--- GIVEN DATA ---
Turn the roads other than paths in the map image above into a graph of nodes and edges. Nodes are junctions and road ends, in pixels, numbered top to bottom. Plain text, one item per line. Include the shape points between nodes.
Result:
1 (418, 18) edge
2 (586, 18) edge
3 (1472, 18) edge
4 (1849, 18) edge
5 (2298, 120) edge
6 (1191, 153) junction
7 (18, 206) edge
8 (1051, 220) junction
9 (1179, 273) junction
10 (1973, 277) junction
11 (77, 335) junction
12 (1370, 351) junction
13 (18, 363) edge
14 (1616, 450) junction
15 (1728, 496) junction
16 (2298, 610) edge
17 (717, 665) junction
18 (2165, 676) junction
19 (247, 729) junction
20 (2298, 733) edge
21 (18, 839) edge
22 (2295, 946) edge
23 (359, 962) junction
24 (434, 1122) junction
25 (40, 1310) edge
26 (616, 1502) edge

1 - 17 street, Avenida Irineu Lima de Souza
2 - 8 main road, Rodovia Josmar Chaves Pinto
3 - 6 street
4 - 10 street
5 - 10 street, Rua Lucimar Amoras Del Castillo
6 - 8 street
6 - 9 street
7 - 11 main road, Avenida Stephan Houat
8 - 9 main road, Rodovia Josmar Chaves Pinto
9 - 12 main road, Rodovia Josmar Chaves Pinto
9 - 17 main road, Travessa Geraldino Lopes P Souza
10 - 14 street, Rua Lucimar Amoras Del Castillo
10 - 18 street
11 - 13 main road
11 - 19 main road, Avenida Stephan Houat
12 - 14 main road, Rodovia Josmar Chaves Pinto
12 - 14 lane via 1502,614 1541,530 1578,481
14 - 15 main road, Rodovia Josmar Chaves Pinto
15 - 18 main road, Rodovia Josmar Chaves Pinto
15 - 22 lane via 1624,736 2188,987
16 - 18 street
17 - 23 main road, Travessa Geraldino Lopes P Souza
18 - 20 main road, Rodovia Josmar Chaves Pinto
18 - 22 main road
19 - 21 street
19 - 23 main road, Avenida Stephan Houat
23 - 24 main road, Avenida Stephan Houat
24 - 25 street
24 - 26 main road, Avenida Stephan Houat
---
EXERCISE AIM:
Each line of the listing that includes the word "Pinto" counts once; give the total as a single number.

EXPECTED OUTPUT:
7